Wolfgang Amadeus Mozart Sonata in C major no. 10, KV. 330
Vatroslav Lisinski Mazurka in A minor
“There is a saying: Home is where the heart is. For me, that was always piano playing.” Rahel Senn
Pianist, composer, and writer Rahel Senn was born in Zürich. Her father is Swiss, and her mother Singaporean, which significantly marked her life and her career. She speaks seven languages and has many talents, which sometimes proved to be a disadvantage rather than an advantage in life, since she often found herself in a dilemma about which path to take. Her extraordinary career started when she was 17 and wrote and staged a musical called Der totale Wahnsinn (Total Madness) as her high-school graduation thesis. The musical was performed as many as 40 times and attracted great attention from the Swiss public. After a short stint in law school, she decided to study piano at the Conservatory in Lucerne with concert pianist Konstantin Lifschitz. The rest is history. She now has four musicals behind her, four albums containing recordings of her own works, as well as a novel called Der kleine Tete about one of Albert Einstein's sons who suffered from schizophrenia. In 2012, she became the only Swiss artist to be named Young Steinway Artist, thus joining stars such as Diana Krall or Billy Joel. In 2015, she founded the H. Steinweg Piano Academy in Zürich. On the quest for her own musical expression, she never shied away from the world that intertwines classical and pop music, looking up to her role-model, the pop-classical pianist Richard Clayderman, known for his Ballade Pour Adeline. Apart from Clayderman, Rahel’s other heroes include pianists and composers Yiruma and Ludovico Einaudi. They were the ones who inspired her to create her own composing style. She was signed by Sony Classical and Sony Music Germany in 2017 and released her first single Jeux Interditis for them that year; her first album is scheduled to be released in fall of 2019.

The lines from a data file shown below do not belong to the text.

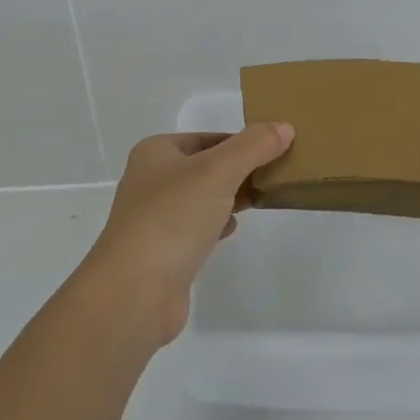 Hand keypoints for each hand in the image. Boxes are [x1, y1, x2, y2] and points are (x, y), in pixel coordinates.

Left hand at [81, 124, 294, 345]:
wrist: (135, 291)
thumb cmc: (173, 218)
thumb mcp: (217, 171)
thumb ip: (253, 147)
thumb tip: (284, 127)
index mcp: (156, 152)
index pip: (209, 137)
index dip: (242, 142)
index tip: (277, 151)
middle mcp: (151, 180)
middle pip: (206, 166)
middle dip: (240, 170)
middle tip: (276, 176)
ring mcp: (155, 217)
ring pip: (203, 198)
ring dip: (230, 197)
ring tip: (261, 199)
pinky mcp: (163, 251)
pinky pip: (197, 228)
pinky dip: (217, 224)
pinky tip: (232, 229) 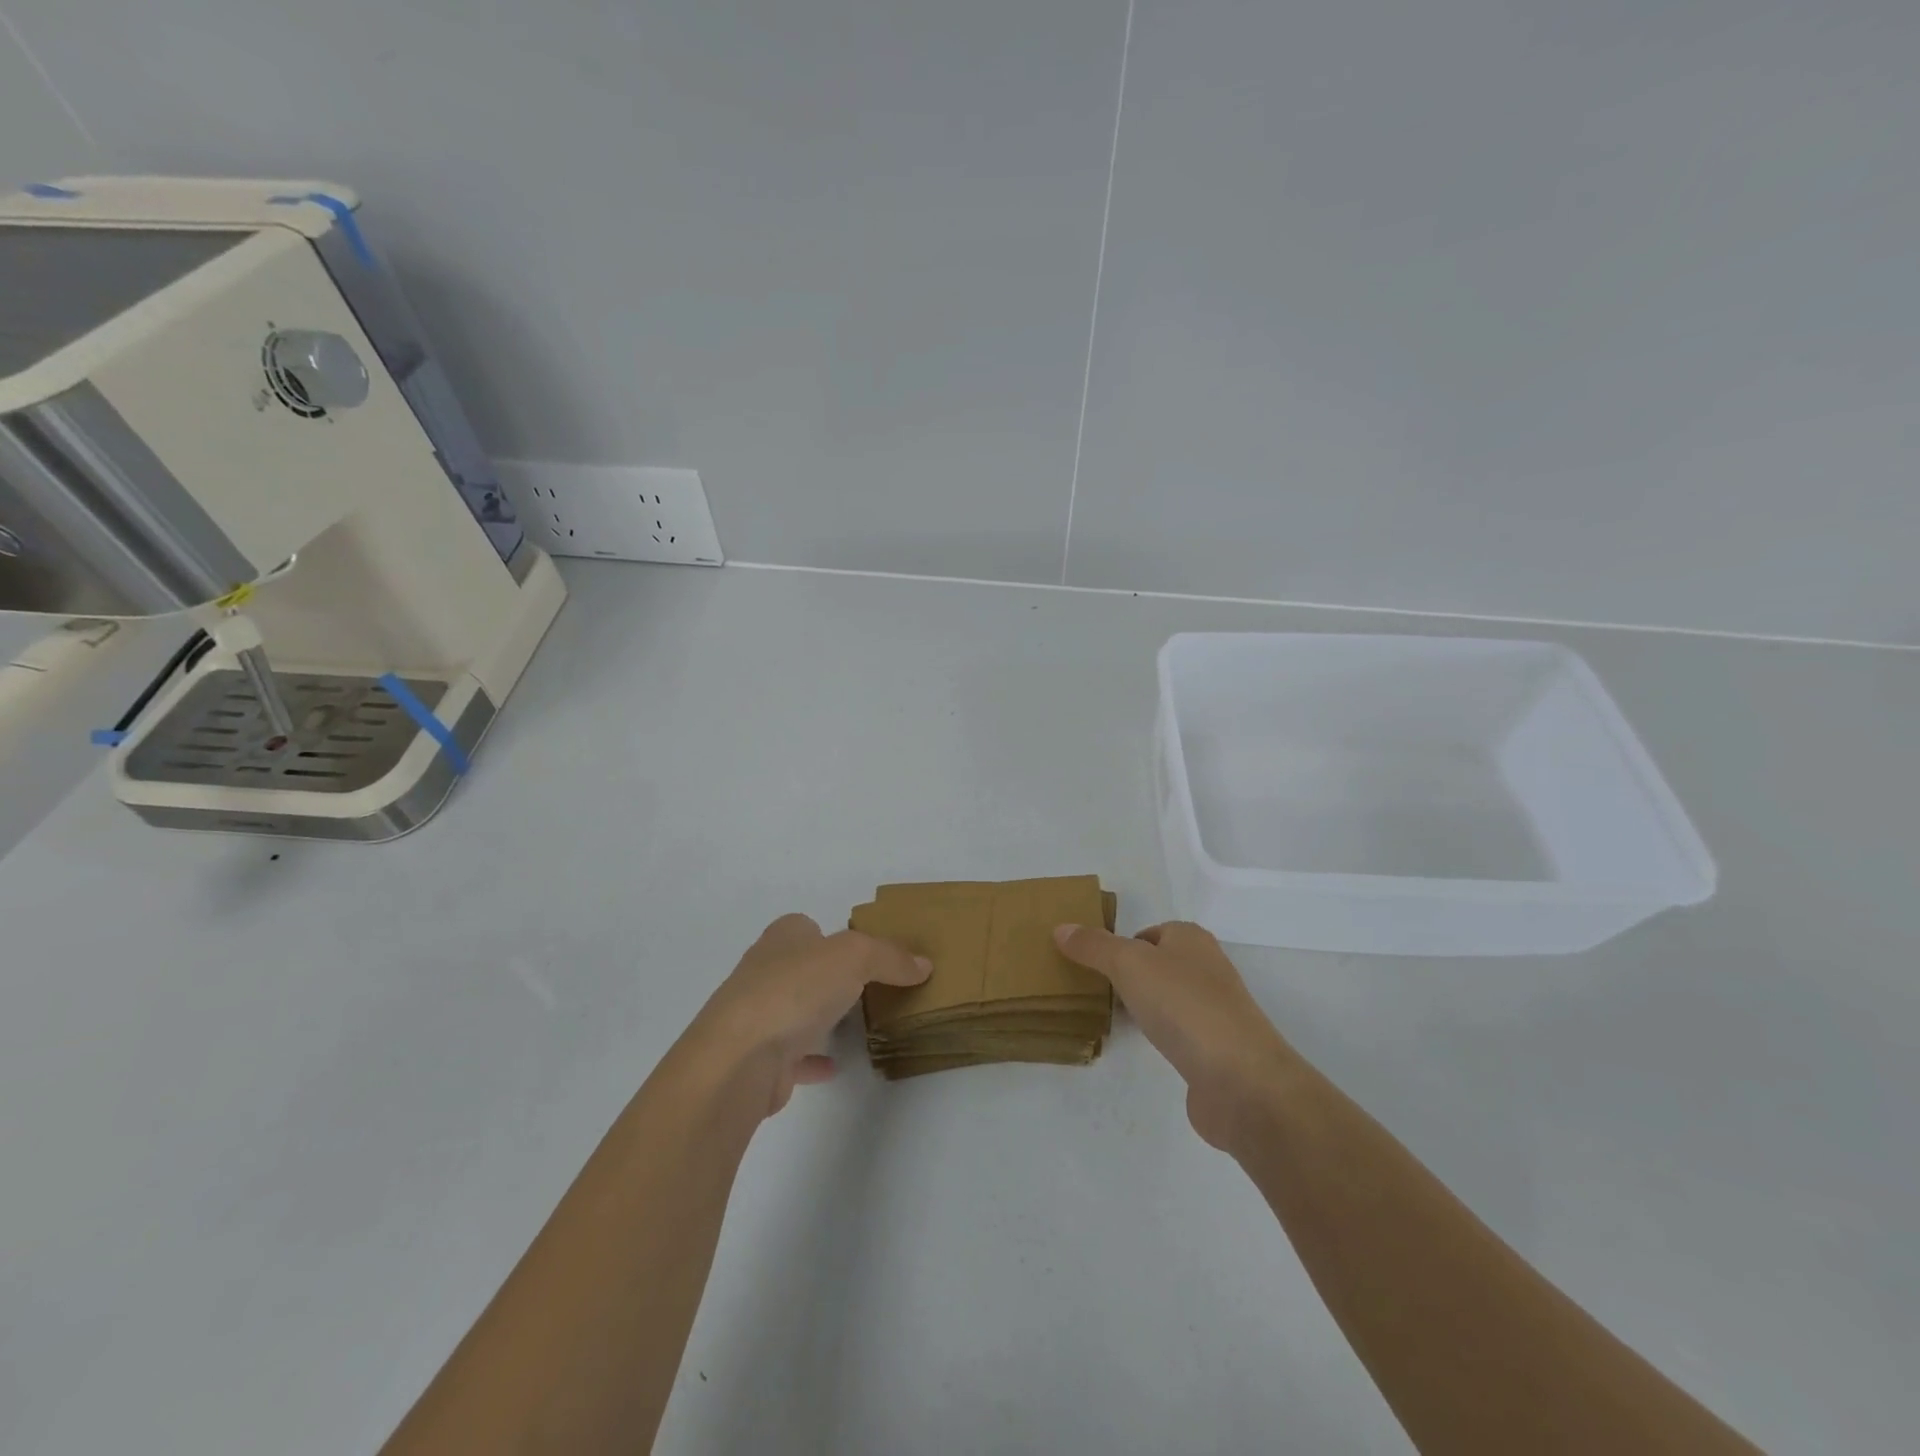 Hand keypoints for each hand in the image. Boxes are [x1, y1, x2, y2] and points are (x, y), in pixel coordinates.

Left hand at [690, 913, 931, 1117]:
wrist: (739, 1059)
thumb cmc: (795, 990)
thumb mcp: (855, 956)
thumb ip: (890, 957)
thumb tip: (922, 964)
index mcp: (782, 938)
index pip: (806, 926)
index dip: (832, 934)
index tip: (864, 952)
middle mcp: (764, 971)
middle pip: (801, 967)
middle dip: (827, 975)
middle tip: (866, 986)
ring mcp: (756, 1016)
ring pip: (794, 1010)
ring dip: (817, 1015)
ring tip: (854, 1024)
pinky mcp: (757, 1059)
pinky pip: (791, 1055)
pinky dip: (811, 1059)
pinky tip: (833, 1066)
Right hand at [1054, 921, 1297, 1149]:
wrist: (1241, 1080)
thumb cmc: (1184, 1006)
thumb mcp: (1129, 964)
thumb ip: (1094, 946)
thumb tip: (1061, 928)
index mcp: (1191, 939)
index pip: (1149, 932)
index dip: (1120, 945)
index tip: (1090, 965)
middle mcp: (1207, 968)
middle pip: (1158, 965)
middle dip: (1128, 976)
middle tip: (1093, 990)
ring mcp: (1215, 1011)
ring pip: (1168, 999)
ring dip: (1143, 1007)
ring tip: (1110, 1018)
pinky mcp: (1216, 1050)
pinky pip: (1177, 1033)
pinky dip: (1159, 1036)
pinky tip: (1141, 1046)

For her first appearance before the Zagreb audience, Rahel Senn chose the scores written by the true masters of piano literature: Chopin, Brahms and Mozart. Last, but not least, she will also play the melancholic and sophisticated Mazurka in A minor by Vatroslav Lisinski, thus paying homage to the Croatian composer on the 200th anniversary of his birth, as well as honoring Croatian music in general. These are her words about the impression that the composition made on her: “Previously completely unknown to me, Lisinski and his Mazurka surprised me with a very avant-garde composing style (considering the time he lived in). While gentle melodies interchange in the left and right hands like variations, simple chords or individual notes complement the composition as a sort of accompaniment. The first time I played this composition, it made me think of today’s pop music.”